Problem to solve:
Write the records out again, exactly.

*** Opening of Given information ***

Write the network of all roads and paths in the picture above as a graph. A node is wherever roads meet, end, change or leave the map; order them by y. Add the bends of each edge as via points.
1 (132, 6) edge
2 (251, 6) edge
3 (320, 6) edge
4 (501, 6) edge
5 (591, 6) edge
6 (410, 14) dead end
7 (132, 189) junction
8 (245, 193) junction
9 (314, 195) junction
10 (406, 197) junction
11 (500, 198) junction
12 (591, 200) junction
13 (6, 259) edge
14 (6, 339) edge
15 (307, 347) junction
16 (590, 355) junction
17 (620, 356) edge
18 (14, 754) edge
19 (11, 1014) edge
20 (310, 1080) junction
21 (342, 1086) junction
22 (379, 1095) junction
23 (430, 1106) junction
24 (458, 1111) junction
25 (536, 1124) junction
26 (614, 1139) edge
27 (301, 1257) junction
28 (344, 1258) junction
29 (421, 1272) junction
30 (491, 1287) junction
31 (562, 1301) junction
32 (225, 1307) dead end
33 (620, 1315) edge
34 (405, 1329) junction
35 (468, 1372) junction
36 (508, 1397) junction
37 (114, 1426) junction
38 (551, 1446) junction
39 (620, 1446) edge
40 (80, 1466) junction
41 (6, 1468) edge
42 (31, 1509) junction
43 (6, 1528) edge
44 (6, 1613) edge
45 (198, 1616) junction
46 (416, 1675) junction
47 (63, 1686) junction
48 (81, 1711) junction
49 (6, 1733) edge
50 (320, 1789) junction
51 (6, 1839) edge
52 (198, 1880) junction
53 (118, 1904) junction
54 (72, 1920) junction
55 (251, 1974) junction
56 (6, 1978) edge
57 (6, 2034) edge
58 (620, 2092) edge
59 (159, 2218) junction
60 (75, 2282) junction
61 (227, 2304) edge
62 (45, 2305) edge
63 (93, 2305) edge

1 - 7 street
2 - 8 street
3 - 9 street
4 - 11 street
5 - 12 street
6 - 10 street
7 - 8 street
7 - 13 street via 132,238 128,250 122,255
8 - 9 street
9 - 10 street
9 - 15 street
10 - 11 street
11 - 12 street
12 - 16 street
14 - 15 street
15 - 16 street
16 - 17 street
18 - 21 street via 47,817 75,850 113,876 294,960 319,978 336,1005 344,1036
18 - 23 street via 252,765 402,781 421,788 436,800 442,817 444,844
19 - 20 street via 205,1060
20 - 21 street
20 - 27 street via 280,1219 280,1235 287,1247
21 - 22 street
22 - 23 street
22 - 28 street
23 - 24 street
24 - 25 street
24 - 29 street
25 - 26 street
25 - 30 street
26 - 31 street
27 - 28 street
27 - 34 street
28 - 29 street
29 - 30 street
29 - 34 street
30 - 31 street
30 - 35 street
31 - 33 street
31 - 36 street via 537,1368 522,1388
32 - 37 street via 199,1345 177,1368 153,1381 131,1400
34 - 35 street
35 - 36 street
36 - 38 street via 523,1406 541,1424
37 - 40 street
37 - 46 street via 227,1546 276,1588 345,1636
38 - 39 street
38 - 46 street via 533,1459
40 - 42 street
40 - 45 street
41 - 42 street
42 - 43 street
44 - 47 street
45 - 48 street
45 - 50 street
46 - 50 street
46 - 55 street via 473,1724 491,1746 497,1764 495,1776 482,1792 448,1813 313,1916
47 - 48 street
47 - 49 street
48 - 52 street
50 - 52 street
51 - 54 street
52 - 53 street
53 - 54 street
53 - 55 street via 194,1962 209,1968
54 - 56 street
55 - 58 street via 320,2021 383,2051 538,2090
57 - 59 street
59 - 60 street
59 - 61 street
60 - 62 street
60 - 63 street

*** Close of Given information ***

The answer:
Write the network of all roads and paths in the picture above as a graph. A node is wherever roads meet, end, change or leave the map; order them by y. Add the bends of each edge as via points.
1 (132, 6) edge
2 (251, 6) edge
3 (320, 6) edge
4 (501, 6) edge
5 (591, 6) edge
6 (410, 14) dead end
7 (132, 189) junction
8 (245, 193) junction
9 (314, 195) junction
10 (406, 197) junction
11 (500, 198) junction
12 (591, 200) junction
13 (6, 259) edge
14 (6, 339) edge
15 (307, 347) junction
16 (590, 355) junction
17 (620, 356) edge
18 (14, 754) edge
19 (11, 1014) edge
20 (310, 1080) junction
21 (342, 1086) junction
22 (379, 1095) junction
23 (430, 1106) junction
24 (458, 1111) junction
25 (536, 1124) junction
26 (614, 1139) edge
27 (301, 1257) junction
28 (344, 1258) junction
29 (421, 1272) junction
30 (491, 1287) junction
31 (562, 1301) junction
32 (225, 1307) dead end
33 (620, 1315) edge
34 (405, 1329) junction
35 (468, 1372) junction
36 (508, 1397) junction
37 (114, 1426) junction
38 (551, 1446) junction
39 (620, 1446) edge
40 (80, 1466) junction
41 (6, 1468) edge
42 (31, 1509) junction
43 (6, 1528) edge
44 (6, 1613) edge
45 (198, 1616) junction
46 (416, 1675) junction
47 (63, 1686) junction
48 (81, 1711) junction
49 (6, 1733) edge
50 (320, 1789) junction
51 (6, 1839) edge
52 (198, 1880) junction
53 (118, 1904) junction
54 (72, 1920) junction
55 (251, 1974) junction
56 (6, 1978) edge
57 (6, 2034) edge
58 (620, 2092) edge
59 (159, 2218) junction
60 (75, 2282) junction
61 (227, 2304) edge
62 (45, 2305) edge
63 (93, 2305) edge

1 - 7 street
2 - 8 street
3 - 9 street
4 - 11 street
5 - 12 street
6 - 10 street
7 - 8 street
7 - 13 street via 132,238 128,250 122,255
8 - 9 street
9 - 10 street
9 - 15 street
10 - 11 street
11 - 12 street
12 - 16 street
14 - 15 street
15 - 16 street
16 - 17 street
18 - 21 street via 47,817 75,850 113,876 294,960 319,978 336,1005 344,1036
18 - 23 street via 252,765 402,781 421,788 436,800 442,817 444,844
19 - 20 street via 205,1060
20 - 21 street
20 - 27 street via 280,1219 280,1235 287,1247
21 - 22 street
22 - 23 street
22 - 28 street
23 - 24 street
24 - 25 street
24 - 29 street
25 - 26 street
25 - 30 street
26 - 31 street
27 - 28 street
27 - 34 street
28 - 29 street
29 - 30 street
29 - 34 street
30 - 31 street
30 - 35 street
31 - 33 street
31 - 36 street via 537,1368 522,1388
32 - 37 street via 199,1345 177,1368 153,1381 131,1400
34 - 35 street
35 - 36 street
36 - 38 street via 523,1406 541,1424
37 - 40 street
37 - 46 street via 227,1546 276,1588 345,1636
38 - 39 street
38 - 46 street via 533,1459
40 - 42 street
40 - 45 street
41 - 42 street
42 - 43 street
44 - 47 street
45 - 48 street
45 - 50 street
46 - 50 street
46 - 55 street via 473,1724 491,1746 497,1764 495,1776 482,1792 448,1813 313,1916
47 - 48 street
47 - 49 street
48 - 52 street
50 - 52 street
51 - 54 street
52 - 53 street
53 - 54 street
53 - 55 street via 194,1962 209,1968
54 - 56 street
55 - 58 street via 320,2021 383,2051 538,2090
57 - 59 street
59 - 60 street
59 - 61 street
60 - 62 street
60 - 63 street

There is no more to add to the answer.